The three first Resolutions were then agreed to. On sir Robert Wilson's fourth Resolution being put, Mr. B. Wilbraham proposed an amendment by leaving out from the first word "That" to the end of the question, in order to add the words, "in the month of July 1818, the said Wyndham Wyndham Quin did make an offer of the said 2002. per annum to Mr. Thomas William Grady, without any mention of an expectation on his part of Mr. Grady's future support in the county of Limerick; nor does it appear that the motive for making such provision for Mr. Thomas William Grady was to insure such support," instead thereof. The question being put, That the words proposed to be left out stand part of the question; the House divided: Ayes, 73; Noes, 162. The proposed words were then added, and the main question, as amended, put, and agreed to.

On sir Robert Wilson's fifth Resolution being put, Mr.

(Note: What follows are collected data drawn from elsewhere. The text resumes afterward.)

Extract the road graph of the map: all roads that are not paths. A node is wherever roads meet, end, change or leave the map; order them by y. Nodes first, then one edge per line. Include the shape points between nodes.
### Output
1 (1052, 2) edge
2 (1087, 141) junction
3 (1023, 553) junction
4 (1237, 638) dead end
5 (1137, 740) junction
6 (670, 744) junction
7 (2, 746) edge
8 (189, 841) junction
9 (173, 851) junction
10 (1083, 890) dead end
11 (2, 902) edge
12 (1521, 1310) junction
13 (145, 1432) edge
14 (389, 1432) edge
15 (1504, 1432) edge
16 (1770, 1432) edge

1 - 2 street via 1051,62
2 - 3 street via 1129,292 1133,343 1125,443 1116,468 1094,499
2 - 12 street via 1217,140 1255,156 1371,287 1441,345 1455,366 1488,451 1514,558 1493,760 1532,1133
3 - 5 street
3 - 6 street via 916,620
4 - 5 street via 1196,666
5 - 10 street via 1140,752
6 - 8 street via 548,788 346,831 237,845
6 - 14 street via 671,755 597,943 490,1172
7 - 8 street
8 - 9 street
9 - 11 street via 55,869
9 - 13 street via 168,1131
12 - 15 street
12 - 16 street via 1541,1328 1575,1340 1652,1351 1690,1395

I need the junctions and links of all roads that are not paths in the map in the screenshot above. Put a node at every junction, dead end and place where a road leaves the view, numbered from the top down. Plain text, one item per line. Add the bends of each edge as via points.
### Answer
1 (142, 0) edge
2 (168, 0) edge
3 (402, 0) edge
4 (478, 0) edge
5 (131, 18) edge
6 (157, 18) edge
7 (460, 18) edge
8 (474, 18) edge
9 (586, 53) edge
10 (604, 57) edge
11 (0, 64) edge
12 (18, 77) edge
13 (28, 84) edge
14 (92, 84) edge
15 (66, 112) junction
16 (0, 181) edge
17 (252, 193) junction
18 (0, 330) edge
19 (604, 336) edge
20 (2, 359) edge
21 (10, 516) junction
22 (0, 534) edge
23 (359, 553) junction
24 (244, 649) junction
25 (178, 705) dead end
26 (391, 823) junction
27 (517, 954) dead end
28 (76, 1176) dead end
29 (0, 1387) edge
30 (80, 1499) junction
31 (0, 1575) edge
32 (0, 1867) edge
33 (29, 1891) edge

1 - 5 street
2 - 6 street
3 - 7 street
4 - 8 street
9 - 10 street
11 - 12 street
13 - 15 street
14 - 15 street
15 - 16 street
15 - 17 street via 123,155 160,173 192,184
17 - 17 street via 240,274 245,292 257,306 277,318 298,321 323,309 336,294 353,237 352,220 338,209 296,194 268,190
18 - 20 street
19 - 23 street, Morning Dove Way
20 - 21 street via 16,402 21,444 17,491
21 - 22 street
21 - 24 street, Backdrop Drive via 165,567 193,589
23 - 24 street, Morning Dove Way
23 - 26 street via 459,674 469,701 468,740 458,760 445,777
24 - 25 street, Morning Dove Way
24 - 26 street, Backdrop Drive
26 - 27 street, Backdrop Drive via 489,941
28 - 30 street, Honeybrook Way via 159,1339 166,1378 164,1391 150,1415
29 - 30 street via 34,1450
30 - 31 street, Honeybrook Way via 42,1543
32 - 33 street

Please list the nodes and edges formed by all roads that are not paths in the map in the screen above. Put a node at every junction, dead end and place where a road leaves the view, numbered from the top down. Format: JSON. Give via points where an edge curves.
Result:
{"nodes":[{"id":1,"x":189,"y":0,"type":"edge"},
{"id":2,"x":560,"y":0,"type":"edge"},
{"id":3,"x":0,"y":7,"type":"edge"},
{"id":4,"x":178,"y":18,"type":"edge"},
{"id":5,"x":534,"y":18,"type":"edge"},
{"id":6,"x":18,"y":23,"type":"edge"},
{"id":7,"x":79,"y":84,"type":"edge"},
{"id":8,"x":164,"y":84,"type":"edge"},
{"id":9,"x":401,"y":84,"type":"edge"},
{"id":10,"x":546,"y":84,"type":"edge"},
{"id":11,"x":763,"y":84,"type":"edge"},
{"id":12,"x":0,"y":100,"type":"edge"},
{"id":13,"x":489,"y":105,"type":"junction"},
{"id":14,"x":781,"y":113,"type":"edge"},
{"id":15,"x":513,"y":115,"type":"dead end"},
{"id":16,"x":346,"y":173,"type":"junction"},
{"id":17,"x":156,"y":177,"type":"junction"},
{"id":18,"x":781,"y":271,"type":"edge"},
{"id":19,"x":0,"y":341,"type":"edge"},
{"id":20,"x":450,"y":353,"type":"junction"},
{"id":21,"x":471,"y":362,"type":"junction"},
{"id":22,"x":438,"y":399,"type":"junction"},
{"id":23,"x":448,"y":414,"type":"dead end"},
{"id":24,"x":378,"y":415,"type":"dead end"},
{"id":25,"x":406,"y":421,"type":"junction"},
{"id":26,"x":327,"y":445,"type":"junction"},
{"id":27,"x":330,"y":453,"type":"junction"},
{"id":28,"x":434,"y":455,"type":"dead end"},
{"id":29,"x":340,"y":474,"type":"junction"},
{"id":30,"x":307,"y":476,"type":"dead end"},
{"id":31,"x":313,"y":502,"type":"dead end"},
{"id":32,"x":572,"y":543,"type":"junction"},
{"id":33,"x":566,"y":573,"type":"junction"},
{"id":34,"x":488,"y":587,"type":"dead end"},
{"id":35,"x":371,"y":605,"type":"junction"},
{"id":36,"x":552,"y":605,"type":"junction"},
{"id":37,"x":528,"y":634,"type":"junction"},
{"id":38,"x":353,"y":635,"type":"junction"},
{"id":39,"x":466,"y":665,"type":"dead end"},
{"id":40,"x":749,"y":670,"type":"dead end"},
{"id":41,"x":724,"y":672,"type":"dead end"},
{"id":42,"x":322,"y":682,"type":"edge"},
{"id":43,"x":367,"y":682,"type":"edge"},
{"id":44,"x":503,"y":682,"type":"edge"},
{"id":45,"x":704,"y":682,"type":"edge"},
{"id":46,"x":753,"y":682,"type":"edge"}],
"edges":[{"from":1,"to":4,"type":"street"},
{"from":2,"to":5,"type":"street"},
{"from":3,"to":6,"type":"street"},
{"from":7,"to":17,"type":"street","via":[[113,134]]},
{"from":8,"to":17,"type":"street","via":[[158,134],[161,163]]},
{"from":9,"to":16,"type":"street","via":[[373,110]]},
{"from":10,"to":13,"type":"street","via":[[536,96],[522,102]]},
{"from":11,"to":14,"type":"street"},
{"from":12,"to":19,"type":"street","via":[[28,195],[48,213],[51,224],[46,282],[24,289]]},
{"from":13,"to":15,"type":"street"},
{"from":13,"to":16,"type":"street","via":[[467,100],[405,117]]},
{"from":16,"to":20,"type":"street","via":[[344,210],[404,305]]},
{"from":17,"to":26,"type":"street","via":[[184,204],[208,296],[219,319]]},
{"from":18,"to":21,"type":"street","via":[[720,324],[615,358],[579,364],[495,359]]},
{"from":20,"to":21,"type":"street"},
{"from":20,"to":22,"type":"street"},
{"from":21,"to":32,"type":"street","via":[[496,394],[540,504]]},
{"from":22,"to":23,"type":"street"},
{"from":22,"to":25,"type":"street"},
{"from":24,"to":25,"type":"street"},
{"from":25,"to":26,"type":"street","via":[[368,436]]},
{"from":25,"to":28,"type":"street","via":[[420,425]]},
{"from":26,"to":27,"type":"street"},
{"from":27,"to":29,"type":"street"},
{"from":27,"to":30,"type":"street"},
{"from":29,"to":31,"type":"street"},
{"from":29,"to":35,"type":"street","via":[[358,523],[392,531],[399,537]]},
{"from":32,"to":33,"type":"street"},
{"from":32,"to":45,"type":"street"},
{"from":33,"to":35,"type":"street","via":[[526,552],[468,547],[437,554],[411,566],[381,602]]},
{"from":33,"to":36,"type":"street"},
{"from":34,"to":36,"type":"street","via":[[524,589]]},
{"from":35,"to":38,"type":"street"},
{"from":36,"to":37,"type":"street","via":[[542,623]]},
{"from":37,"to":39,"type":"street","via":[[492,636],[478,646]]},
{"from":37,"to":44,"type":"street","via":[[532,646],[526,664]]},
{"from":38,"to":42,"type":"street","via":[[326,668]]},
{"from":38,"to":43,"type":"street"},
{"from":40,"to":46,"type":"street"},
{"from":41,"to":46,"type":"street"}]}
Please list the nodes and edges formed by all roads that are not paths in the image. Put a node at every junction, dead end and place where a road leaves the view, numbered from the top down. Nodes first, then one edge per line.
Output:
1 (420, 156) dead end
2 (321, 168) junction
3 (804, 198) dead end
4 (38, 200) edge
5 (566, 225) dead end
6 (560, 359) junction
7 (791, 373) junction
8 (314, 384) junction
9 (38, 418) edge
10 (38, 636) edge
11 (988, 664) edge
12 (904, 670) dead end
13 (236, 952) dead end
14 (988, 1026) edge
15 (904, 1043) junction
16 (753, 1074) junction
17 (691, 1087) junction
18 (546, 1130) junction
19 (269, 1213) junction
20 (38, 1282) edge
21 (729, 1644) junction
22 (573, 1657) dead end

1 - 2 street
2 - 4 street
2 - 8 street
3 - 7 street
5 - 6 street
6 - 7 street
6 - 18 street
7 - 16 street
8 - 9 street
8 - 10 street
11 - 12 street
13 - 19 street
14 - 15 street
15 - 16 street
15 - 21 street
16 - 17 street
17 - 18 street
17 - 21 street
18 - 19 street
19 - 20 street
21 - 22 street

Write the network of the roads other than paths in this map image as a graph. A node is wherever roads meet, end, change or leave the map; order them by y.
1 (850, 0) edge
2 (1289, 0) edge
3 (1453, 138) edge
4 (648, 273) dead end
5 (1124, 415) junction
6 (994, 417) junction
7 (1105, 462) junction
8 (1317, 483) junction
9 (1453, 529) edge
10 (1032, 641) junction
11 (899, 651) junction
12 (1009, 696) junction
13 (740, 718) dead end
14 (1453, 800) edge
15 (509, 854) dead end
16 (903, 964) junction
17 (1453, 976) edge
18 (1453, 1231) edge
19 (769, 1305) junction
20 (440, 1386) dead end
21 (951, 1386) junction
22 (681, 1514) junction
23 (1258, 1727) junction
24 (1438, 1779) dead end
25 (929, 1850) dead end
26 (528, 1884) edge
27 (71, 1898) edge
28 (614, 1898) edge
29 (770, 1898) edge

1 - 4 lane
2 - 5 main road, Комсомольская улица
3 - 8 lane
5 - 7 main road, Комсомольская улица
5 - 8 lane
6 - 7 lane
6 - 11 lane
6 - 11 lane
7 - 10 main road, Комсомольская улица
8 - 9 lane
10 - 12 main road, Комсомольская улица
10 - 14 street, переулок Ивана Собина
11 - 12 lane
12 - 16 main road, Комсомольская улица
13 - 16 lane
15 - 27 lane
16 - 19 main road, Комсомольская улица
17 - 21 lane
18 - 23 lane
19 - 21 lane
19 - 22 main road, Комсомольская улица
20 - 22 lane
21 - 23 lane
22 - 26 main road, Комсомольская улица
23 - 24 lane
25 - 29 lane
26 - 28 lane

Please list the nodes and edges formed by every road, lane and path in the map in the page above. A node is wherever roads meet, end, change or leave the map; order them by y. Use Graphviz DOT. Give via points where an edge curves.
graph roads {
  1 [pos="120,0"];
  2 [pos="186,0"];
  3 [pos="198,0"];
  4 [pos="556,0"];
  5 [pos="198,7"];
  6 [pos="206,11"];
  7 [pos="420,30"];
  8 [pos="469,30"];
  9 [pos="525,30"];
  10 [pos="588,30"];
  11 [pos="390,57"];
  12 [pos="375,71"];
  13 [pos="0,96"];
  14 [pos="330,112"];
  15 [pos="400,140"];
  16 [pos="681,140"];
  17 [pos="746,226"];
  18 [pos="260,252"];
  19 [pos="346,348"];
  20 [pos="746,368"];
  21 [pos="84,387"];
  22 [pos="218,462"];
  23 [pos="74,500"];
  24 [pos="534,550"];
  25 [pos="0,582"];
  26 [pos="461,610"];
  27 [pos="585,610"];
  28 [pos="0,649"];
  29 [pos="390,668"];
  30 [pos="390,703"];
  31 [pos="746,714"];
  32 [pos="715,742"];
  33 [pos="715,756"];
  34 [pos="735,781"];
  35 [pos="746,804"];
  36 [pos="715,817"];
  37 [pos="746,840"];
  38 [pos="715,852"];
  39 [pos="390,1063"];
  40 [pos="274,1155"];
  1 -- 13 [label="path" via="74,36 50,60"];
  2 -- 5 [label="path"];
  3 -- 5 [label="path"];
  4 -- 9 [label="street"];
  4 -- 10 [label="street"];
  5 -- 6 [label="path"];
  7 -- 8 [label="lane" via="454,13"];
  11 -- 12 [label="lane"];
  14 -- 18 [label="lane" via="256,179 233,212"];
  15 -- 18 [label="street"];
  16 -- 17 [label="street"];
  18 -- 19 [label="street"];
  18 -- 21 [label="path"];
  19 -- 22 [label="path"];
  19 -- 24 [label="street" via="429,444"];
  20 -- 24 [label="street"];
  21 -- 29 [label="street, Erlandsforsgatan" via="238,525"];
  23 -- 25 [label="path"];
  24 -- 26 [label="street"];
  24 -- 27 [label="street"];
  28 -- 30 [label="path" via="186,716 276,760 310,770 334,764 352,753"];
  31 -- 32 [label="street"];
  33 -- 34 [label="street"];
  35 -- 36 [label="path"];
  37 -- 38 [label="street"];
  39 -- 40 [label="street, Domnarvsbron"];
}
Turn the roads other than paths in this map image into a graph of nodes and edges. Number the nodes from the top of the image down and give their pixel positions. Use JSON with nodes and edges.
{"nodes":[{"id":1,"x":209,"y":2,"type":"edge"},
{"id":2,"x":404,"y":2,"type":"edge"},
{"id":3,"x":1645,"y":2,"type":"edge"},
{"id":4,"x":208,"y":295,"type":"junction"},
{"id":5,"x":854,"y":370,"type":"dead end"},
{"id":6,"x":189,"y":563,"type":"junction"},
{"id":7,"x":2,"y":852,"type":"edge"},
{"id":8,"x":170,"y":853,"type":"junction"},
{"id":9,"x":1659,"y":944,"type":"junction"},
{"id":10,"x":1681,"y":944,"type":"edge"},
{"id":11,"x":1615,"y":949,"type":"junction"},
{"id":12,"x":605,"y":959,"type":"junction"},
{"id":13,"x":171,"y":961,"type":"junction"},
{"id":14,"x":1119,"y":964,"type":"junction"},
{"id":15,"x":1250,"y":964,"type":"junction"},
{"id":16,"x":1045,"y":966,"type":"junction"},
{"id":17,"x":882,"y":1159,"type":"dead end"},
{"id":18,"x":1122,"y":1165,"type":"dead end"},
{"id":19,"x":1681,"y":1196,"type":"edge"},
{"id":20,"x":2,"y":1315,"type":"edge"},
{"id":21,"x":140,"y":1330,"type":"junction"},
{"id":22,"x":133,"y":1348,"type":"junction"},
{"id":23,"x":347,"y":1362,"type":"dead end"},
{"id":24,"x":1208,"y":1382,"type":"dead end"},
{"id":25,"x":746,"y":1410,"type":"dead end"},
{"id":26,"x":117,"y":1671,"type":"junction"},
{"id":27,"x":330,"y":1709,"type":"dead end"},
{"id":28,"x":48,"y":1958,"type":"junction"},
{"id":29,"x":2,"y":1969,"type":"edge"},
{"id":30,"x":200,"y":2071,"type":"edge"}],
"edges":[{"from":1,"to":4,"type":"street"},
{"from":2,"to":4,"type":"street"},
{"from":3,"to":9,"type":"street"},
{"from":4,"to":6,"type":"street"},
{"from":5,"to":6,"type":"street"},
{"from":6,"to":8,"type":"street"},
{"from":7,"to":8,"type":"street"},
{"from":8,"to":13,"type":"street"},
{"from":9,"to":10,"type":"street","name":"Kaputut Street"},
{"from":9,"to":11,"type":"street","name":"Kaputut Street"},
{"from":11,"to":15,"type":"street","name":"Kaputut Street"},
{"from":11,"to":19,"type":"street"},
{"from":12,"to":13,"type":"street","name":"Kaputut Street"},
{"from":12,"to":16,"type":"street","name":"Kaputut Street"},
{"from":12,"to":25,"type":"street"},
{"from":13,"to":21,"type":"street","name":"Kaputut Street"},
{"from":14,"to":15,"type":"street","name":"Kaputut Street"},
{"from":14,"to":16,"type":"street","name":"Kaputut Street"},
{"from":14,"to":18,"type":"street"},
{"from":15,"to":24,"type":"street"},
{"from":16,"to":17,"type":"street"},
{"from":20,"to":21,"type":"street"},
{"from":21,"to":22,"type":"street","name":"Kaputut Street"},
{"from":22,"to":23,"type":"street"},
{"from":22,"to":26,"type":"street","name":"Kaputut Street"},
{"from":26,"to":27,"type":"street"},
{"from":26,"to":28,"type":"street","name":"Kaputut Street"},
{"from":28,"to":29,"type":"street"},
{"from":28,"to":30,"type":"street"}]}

B. Wilbraham proposed an amendment, by leaving Out from the first word "That" to the words "but that," in order to insert, "the said Wyndham Wyndham Quin did, in a certain conversation held at Stillorgan, near Dublin, on the 21st September 1818, with Mr. Carew Smyth, who then and there waited on him, as the friend of Mr. Thos. William Grady, for the purpose of learning his determination touching the disposal of the said office, state that he had resolved to appoint Mr. Richard Smith to the said office during pleasure, upon an express understanding that Mr. Thomas William Grady was to receive 200l. per annum out of the profits thereof; and that the said Wyndham Wyndham Quin further stated, that he expected Mr. Thomas William Grady would continue politically connected with him in the county of Limerick as long as he continued to receive the said sum out of the said office; but that Mr. Thomas William Grady was at perfect liberty to relinquish the said annuity, and separate his political interest in the county of Limerick from Mr. Quin's; and that Mr. Carew Smyth stated, that he should immediately communicate the substance of the said conversation to Thomas William Grady," instead thereof. The question being put, That the words pro-posed to be left out stand part of the question, the House divided: Ayes, 154; Noes 81. The main question was then put, and agreed to.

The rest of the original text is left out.